Une ombre passa sur le visage de Lord Karson alors que je sentais mes poils se hérisser sur ma nuque.
- Je vois que vous m’avez compris. Remettez-moi les livres. Les sortilèges qu’ils contiennent sont assez puissants pour balayer ces frêles humains !
- Jamais ! Tes sbires ont déjà échoué une fois en essayant de les rependre. »
- Certes. Mais ce léger contretemps ne fait que retarder l’inévitable. Le Cercle Primaire a d’autres atouts...qui devraient t’intéresser tout particulièrement Lothar. Comme ton ami le mercenaire !
Je contins une irrépressible envie de lui sauter à la gorge avec peine. Savoir Laars entre leurs griffes me rendit fou de rage mais je restai hélas impuissant.
- Vous savez ce qu’il vous reste à faire...
La silhouette s’estompa tout à coup mais ces derniers mots résonnèrent longtemps à mes oreilles. Lord Karson fut le premier à sortir de cette torpeur :
- Frères, regagnez tous vos appartements mais soyez sur vos gardes, car dès à présent nous ne sommes plus en sécurité, même entre ces murs.
Les habitants du manoir, la mine sombre, s’exécutèrent et rares furent les mots échangés ce soir-là... Quant à moi, je me réfugiai dans la bibliothèque, recherchant la quiétude de ce lieu de connaissances. L’âme en peine, je ne parvins pas à trouver le sommeil, les questions se bousculant dans mon esprit. Quel choix me restait-il ? Je ne pouvais me résoudre à abandonner Laars.
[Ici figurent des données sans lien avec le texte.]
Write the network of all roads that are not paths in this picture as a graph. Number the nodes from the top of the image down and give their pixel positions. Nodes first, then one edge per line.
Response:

Néanmoins, si le Cercle Primaire entrait en possession des livres, c’en était fini de nous et de tous les humains. Et pour tout arranger, la venue imminente des répurgateurs allaient mettre le feu aux poudres. « Les vengeurs du peuple » comme ils se nommaient eux-même. Tout un programme... Et leur chef, un certain Von Guelt, était, selon les propos de Marcus, réputé pour son intransigeance quasi-fanatique. Toutefois, une question me taraudait : d’où Lord Karson connaissait le meneur du Cercle Primaire ? A la manière dont ces deux-là avaient discuté, il ne faisait aucun doute qu’il s’agissait de vieilles connaissances. Des bruits de pas me tirèrent de mes réflexions. Magdalena m’apparut, l’air empreint d’une grande tristesse.
- Je ne te dérange pas ? Demanda-t-elle d’une voix légèrement nouée.
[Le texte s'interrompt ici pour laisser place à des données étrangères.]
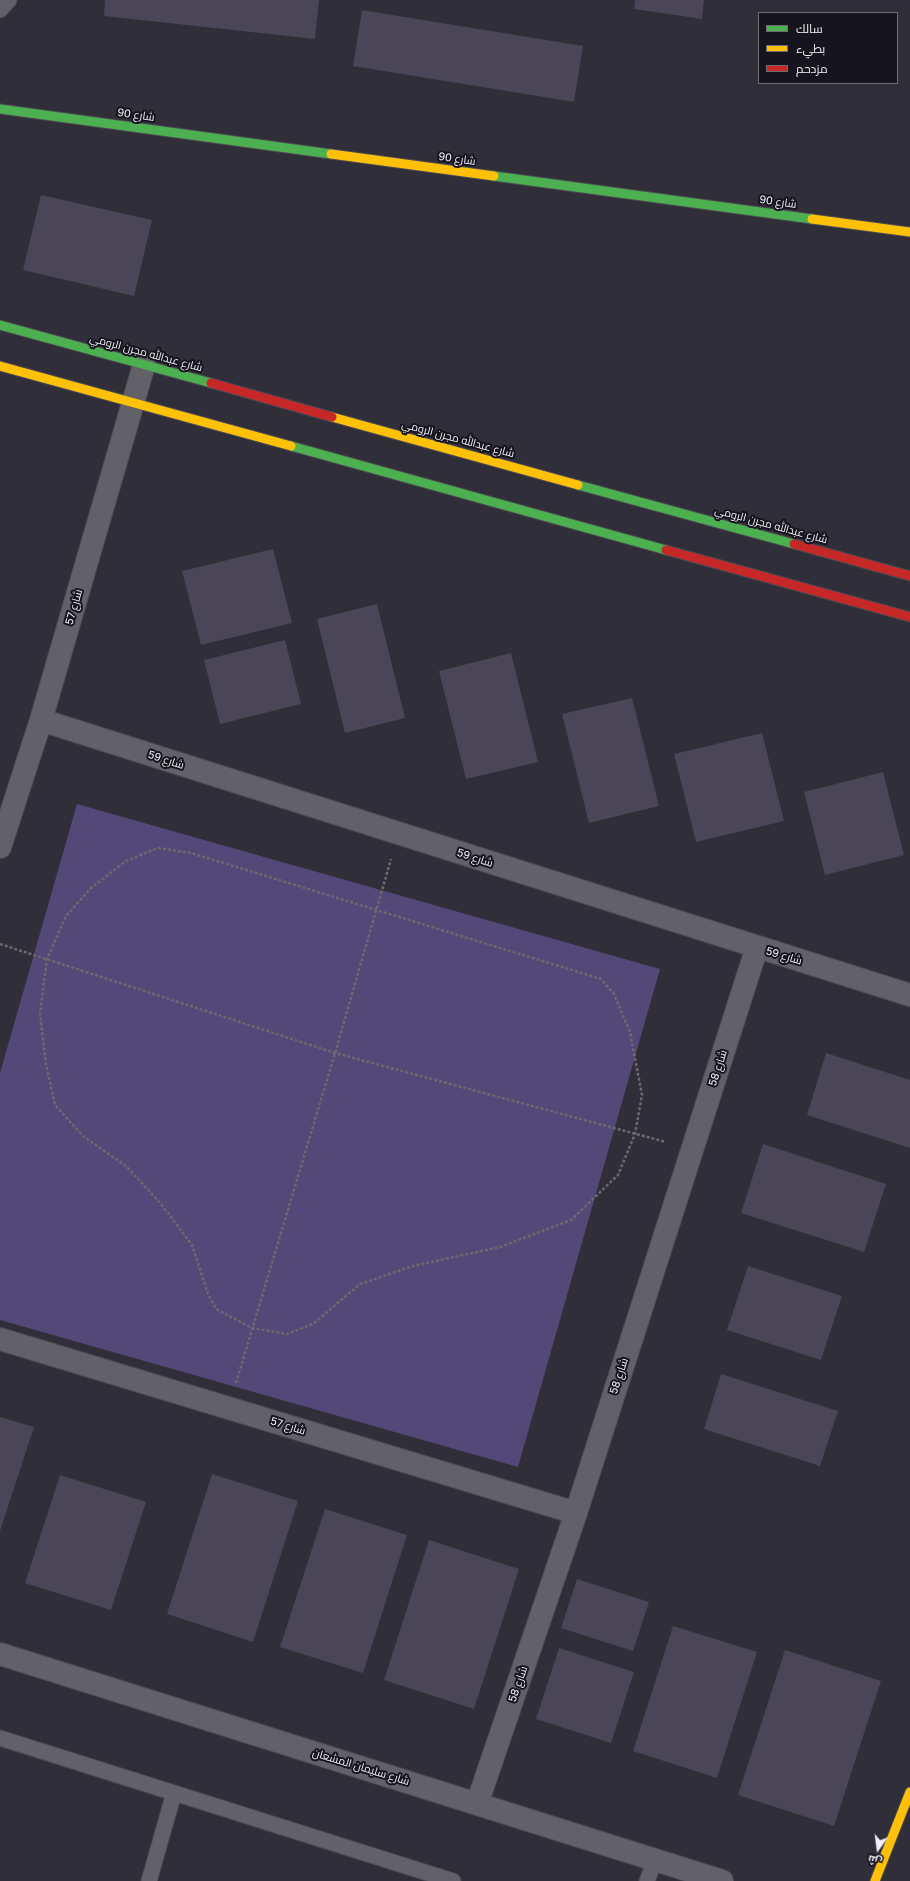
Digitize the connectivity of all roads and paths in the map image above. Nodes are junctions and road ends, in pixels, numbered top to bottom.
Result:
1 (9, 0) edge
2 (0, 10) edge
3 (0, 109) edge
4 (910, 232) edge
5 (0, 325) edge
6 (144, 365) junction
7 (0, 366) edge
8 (135, 403) junction
9 (910, 576) edge
10 (910, 617) edge
11 (41, 720) junction
12 (398, 833) junction
13 (0, 844) edge
14 (376, 909) junction
15 (0, 944) edge
16 (757, 947) junction
17 (47, 959) junction
18 (910, 995) edge
19 (335, 1053) junction
20 (635, 1134) junction
21 (692, 1149) junction
22 (252, 1328) junction
23 (0, 1339) edge
24 (228, 1408) junction
25 (576, 1513) junction
26 (0, 1654) edge
27 (0, 1738) edge
28 (910, 1792) edge
29 (174, 1793) junction
30 (477, 1804) junction
31 (655, 1860) junction
32 (149, 1881) edge
33 (452, 1881) edge
34 (647, 1881) edge
35 (722, 1881) edge
36 (875, 1881) edge

1 - 2 lane
3 - 4 main road, شارع 90
5 - 6 main road, شارع عبدالله مجرن الرومي
6 - 8 street, شارع 57
6 - 9 main road, شارع عبدالله مجرن الرومي
7 - 8 main road
8 - 10 main road
8 - 11 street, شارع 57
11 - 12 street, شارع 59
11 - 13 street, شارع 57
12 - 14 path
12 - 16 street, شارع 59
14 - 17 path
14 - 19 path
14 - 20 path
15 - 17 path
16 - 18 street, شارع 59
16 - 21 street, شارع 58
17 - 19 path
17 - 22 path
19 - 20 path
19 - 22 path
20 - 21 path
20 - 22 path
21 - 25 street, شارع 58
22 - 24 path
23 - 24 street, شارع 57
24 - 25 street, شارع 57
25 - 30 street, شارع 58
26 - 30 street, شارع سليمان المشعان
27 - 29 lane
28 - 36 main road
29 - 32 lane
29 - 33 lane
30 - 31 street, شارع سليمان المشعان
31 - 34 lane
31 - 35 street, شارع سليمان المشعان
- Pas le moins du monde. J’avais besoin de m’isoler pour réfléchir à tout cela. On ne peut pas dire que la soirée fut de tout repos.
Un mince sourire éclaira son beau visage mais ses yeux trahissaient son émotion.
- Pourtant, il ne faut pas perdre espoir.
- C’est ce que Marcus n’arrête pas de me répéter. Comment la situation a-t-elle pu dégénérer à ce point ? Quelle ironie ! Savais-tu que les communautés d’hommes-loups s’étaient implantées dans le Middenland depuis des générations ? Comme les choses peuvent changer...Tu vois, les revendications d’Odérik sur ces terres ne sont pas tout à fait infondées.
- Lord Karson et Odérik se connaissaient déjà avant ce soir, n’est-ce pas ?
- Oui, ils étaient proches mais cela remonte à bien longtemps. Dorénavant, les voilà face à face dans une lutte dont l’enjeu est la survie de notre espèce. Lord Karson et Odérik, deux membres de la même espèce, de la même meute, prêts à mourir pour leur cause.
Une larme perla au coin de son œil et roula délicatement le long de sa joue.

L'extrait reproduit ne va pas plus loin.